O Novo Desenrola Brasil retoma o nome do programa criado em 2023 e tem como objetivo aliviar o orçamento das famílias, especialmente no que diz respeito ao peso das dívidas bancárias. Segundo dados do Banco Central, 29,7% da renda dos brasileiros está comprometida com o pagamento de dívidas — o maior nível da série histórica, iniciada em 2005.

A iniciativa deve beneficiar pessoas que ganham até cinco salários mínimos e que tenham dívidas em atraso entre 90 dias e dois anos. Os descontos devem variar entre 40% e 90%, conforme a chamada “idade da dívida”.

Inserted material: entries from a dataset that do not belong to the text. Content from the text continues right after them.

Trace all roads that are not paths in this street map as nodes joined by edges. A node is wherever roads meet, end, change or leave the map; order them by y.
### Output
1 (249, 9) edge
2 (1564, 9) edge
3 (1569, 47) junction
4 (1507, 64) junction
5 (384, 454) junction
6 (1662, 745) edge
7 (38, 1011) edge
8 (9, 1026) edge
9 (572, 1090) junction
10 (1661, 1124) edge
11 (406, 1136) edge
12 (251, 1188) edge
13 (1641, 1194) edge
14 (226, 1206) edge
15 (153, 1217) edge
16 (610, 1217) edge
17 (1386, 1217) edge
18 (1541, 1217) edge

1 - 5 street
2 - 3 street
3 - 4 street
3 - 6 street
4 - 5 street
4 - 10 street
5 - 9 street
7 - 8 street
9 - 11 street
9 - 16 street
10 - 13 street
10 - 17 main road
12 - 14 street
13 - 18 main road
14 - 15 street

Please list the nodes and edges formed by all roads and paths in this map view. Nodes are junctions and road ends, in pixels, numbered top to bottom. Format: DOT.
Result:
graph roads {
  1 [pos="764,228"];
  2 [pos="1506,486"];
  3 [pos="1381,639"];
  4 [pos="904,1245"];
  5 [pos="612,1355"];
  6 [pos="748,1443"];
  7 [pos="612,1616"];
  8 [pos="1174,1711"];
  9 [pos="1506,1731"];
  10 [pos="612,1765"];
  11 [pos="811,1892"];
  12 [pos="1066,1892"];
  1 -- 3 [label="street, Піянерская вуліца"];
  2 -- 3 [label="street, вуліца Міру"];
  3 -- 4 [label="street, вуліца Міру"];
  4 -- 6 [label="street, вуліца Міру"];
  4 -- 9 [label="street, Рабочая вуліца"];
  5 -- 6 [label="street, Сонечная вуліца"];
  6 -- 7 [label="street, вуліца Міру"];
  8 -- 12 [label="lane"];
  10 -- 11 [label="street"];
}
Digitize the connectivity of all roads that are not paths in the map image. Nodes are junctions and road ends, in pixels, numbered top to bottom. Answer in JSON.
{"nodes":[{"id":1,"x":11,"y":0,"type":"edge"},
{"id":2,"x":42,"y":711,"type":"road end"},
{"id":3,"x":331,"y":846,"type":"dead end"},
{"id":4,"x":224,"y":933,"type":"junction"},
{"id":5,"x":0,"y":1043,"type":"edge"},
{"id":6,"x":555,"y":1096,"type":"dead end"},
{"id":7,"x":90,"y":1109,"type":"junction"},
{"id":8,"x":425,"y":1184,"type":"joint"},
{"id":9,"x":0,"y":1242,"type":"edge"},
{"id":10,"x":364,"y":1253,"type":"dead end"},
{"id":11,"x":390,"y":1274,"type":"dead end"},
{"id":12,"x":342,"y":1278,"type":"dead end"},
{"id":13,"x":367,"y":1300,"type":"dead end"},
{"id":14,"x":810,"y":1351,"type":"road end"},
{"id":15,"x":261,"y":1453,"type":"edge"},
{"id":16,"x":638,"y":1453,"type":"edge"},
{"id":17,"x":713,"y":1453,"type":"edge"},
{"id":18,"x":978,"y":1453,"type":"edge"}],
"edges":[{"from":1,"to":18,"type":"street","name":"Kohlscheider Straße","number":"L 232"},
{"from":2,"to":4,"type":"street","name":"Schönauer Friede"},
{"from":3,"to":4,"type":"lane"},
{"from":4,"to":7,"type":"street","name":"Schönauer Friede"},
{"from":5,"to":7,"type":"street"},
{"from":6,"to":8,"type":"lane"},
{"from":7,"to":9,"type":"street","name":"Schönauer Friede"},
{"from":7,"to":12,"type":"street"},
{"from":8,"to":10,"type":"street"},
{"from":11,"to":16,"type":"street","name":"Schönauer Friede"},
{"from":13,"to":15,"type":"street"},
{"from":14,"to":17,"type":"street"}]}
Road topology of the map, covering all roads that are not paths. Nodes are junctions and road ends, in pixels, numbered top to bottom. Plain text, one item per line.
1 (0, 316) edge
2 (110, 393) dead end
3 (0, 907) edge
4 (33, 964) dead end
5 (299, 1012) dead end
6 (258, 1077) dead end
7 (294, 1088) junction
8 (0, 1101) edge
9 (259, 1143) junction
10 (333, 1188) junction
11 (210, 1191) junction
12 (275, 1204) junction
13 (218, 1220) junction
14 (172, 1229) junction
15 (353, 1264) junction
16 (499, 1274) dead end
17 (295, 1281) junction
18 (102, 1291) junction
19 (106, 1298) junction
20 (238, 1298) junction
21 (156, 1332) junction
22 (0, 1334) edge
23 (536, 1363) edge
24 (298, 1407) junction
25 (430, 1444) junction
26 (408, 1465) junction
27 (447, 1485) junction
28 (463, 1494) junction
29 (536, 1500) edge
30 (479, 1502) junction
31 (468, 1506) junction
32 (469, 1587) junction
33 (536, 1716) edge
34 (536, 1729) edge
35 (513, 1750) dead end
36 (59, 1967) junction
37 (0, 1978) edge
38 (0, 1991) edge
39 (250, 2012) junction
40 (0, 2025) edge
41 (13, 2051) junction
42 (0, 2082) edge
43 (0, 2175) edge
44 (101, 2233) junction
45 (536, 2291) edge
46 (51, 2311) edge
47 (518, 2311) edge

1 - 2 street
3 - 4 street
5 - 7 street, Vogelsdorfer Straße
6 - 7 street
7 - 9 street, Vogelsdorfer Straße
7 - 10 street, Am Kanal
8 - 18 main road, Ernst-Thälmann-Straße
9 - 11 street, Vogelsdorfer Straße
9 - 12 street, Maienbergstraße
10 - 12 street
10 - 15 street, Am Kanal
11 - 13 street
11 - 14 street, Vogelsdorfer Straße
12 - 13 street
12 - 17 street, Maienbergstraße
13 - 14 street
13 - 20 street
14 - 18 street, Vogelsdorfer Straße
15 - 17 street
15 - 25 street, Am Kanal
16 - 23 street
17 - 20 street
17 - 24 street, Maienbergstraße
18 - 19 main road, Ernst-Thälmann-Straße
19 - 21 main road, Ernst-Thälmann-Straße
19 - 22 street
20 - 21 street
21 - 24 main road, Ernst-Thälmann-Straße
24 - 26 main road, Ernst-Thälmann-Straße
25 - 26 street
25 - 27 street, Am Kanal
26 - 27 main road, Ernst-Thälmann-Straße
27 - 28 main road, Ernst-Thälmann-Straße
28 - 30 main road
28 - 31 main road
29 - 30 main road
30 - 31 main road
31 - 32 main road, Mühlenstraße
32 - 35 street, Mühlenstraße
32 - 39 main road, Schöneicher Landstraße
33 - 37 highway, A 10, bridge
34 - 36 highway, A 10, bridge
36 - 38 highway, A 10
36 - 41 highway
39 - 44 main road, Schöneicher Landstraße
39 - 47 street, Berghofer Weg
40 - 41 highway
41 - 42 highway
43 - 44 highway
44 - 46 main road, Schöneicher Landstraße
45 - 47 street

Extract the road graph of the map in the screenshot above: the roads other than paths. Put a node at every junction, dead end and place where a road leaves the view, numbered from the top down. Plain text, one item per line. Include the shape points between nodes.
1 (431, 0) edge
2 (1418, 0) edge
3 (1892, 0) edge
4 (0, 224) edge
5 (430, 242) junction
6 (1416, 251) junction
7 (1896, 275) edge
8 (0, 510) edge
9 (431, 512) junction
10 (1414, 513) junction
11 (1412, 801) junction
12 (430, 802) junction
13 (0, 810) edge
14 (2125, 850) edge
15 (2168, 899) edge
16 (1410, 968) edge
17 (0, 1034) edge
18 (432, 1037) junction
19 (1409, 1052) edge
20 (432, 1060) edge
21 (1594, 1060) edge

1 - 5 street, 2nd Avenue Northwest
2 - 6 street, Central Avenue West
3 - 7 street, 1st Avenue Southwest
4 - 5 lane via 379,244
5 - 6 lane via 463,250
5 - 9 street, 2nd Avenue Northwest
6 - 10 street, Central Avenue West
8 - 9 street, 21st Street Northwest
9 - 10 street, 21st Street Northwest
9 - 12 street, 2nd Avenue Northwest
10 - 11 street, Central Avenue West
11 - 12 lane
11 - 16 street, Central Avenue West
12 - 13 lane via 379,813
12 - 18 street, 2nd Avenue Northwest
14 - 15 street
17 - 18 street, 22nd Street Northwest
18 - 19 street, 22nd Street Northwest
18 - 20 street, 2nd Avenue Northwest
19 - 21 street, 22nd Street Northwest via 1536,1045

A renegociação ficará aberta por 90 dias após o lançamento. O cliente poderá parcelar a nova dívida em até quatro anos, com tendência de haver uma carência de até um mês para o pagamento da primeira parcela. É nesse momento que deve ocorrer a chamada “limpeza do nome” nos cadastros de inadimplência.

Para viabilizar o programa, o governo deve aportar entre R$ 8 bilhões e R$ 9 bilhões no Fundo Garantidor de Operações (FGO), com o objetivo de cobrir eventuais calotes. Além disso, a estimativa é que sejam liberados cerca de R$ 4,5 bilhões do FGTS para o público elegível, destinados ao pagamento das dívidas junto aos bancos.